体調が悪いのに、原因がわからない。
寝ても疲れがとれない、朝起きるのが辛い、常に身体が重く感じる。
もし、そんな慢性的な不調に悩まされているのなら、一度日常から離れたところで、自分自身とゆっくり向き合ってみてはいかがでしょうか。
香川県三木町には、こころと身体の専門家と過ごせるゲストハウスがあります。
日常から少し距離を置いて過ごしてみる
日常を過ごす場所から離れて、心身を癒し、整える過ごし方をリトリートといいます。
さぬきリトリート 繋安芯堂(けいあんしんどう)は、お寺を改装した宿泊施設で、2023年1月にオープンしました。

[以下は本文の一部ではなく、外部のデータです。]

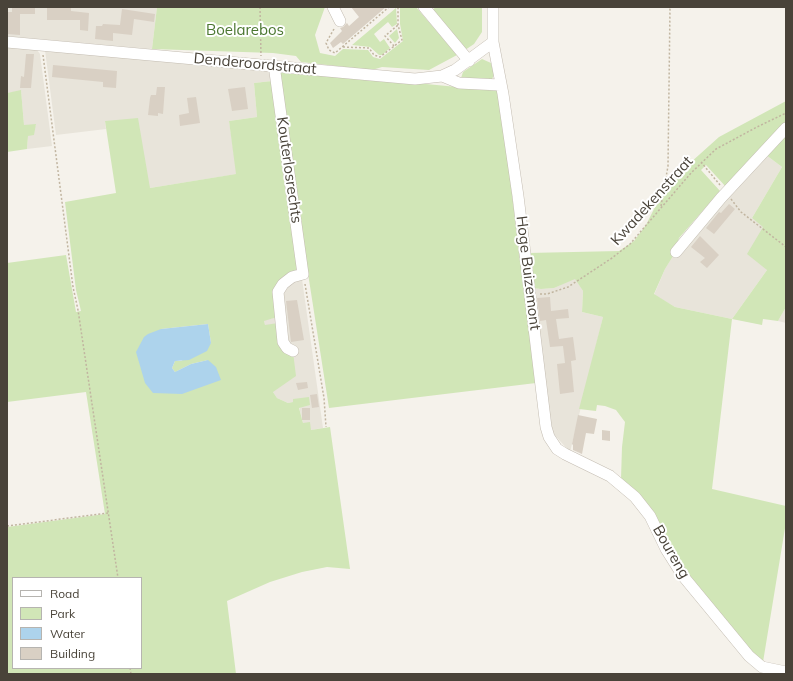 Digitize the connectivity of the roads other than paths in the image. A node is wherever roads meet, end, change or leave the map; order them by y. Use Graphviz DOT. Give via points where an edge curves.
graph roads {
  1 [pos="333,7"];
  2 [pos="424,7"];
  3 [pos="493,7"];
  4 [pos="340,21"];
  5 [pos="7,42"];
  6 [pos="493,42"];
  7 [pos="469,61"];
  8 [pos="274,65"];
  9 [pos="442,76"];
  10 [pos="500,85"];
  11 [pos="786,128"];
  12 [pos="676,252"];
  13 [pos="293,351"];
  14 [pos="565,454"];
  15 [pos="761,671"];
  16 [pos="786,672"];
  1 -- 4 [label="street"];
  2 -- 7 [label="street"];
  3 -- 6 [label="street, Hoge Buizemont"];
  5 -- 8 [label="street, Denderoordstraat"];
  6 -- 7 [label="street, Denderoordstraat"];
  6 -- 10 [label="street, Hoge Buizemont"];
  7 -- 9 [label="street, Denderoordstraat"];
  8 -- 9 [label="street, Denderoordstraat" via="416,79"];
  8 -- 13 [label="street, Kouterlosrechts" via="303,274 292,277 278,292 283,342"];
  9 -- 10 [label="street" via="459,83"];
  10 -- 14 [label="street, Hoge Buizemont" via="518,196 546,427 553,443"];
  11 -- 12 [label="street" via="723,188"];
  14 -- 15 [label="street, Boureng" via="610,476 635,497 650,516 683,576"];
  15 -- 16 [label="street, Boureng"];
}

立ち上げたのは、これまで理学療法士やヨガインストラクターとして、第一線で活動してきた、赤山僚輔さん・中原亜美さん・宮崎祐一さんの3人。それぞれが得意分野で訪れた人をサポートしてくれます。
赤山さん(理学療法士・スポーツトレーナー)に、さぬきリトリートでの過ごし方について聞きました。
赤山さん:ヨガをしたり、瞑想をしたり、心を整えるようなセッションをしたり、その方に合わせてご提案しています。何もしないで滞在するのでもいいですよ。何もしなくてもいい、というのがピンとこない人も多いですけど、今は普段の生活でSNSだったりとか、人の雑踏だったりとか、情報で脳は疲れてるので、何もしないでボーッとするだけで脳が休まるんです。
リトリートには、どんな効果があるのでしょうか?
赤山さん:効果としては、具体的にその人が抱えている不調とか不安を解決すること。メンタルヘルスなら、コーチングやセッションといったアプローチで。体が物理的にしんどいのであれば、マッサージなども行います。
腰痛や肩こりだけでなく、例えば、頭痛、耳鳴り、めまい、動悸、花粉症、アレルギー、冷え、生理痛などは、全て解決できる事象だといいます。
赤山さん:僕は身体を診るのが専門。身体の状態を紐解いていくと、潜在的にこういう風にした方がいいっていうメッセージを身体が送っているんですよ。本人は気づいてない癖とか。それを汲み取ってあげて、自分自身を大事にするヒントや体験を持ち帰っていただくということが、リトリートのメリットですね。
顔つきとか目つきとかが、すごいクリアになって帰られる方も多いです。
既に「自分の中にあるもの」と静かに向き合う
さぬきリトリート 繋安芯堂は、木田郡三木町の自然が豊かで、静かな場所にあります。
使われなくなった寺の宿坊をなるべく元の姿のまま、必要なところだけを改装しました。
リトリートというと、南の島や旅館施設など、非日常の世界を楽しむご褒美のようなプランもありますが、さぬきリトリート 繋安芯堂は、まるで実家に帰ってきたかのような安心感があります。
赤山さん:きっと、みなさん一度は見たことのある景色だと思うんです。この中で感じる心の穏やかさは、外に取りにいかなくても、もう既に自分の中に持っているんですよ。
「誰かを支えている人」のサポートをする場所に
赤山さん自身がスポーツトレーナーを目指したきっかけは、学生時代に打ち込んでいたバスケで怪我や慢性的な痛みに悩まされ、満足にパフォーマンスを発揮できなかったことでした。
神戸で理学療法士として約7年勤務し、香川にUターンしてからは、女子バレー日本代表チームや県立高校の部活動などで、スポーツトレーナーとして活躍。時には海外に何か月も行くことがあり、香川にいるときはなるべく家族とゆっくり過ごしたいと思い、今の働き方を選びました。
赤山さん:生涯の志として、「全世界から慢性的な不調がなくなること」というのを10年ぐらい前から掲げて行動しています。
心の風邪は、こじらせるとやっかいなので、ちょっとささくれがあるくらいのうちに、早めにケアをしてほしいと思います。
今後は、リトリートをたくさんの人に知ってもらうことが課題。
現在は県外からの宿泊利用が多いとのことですが、香川県在住の人にも週末にゆっくり過ごしにきてほしいと話します。
赤山さん:誰かをいつも支えている人の、安心・安全と支えになれるような場所になれたらいいなと思います。
仕事や学校、子育てに介護など、“やらなければならない”に追われて、つい自分の不調は後回し……
いつの間にか、常にどこかの具合が悪いけれど、何が原因かもわからない。
そういう人にこそ、一度日常を離れる機会を作って、こころと身体のプロとともに自分と向き合うリトリートを体験してみてはいかがでしょうか。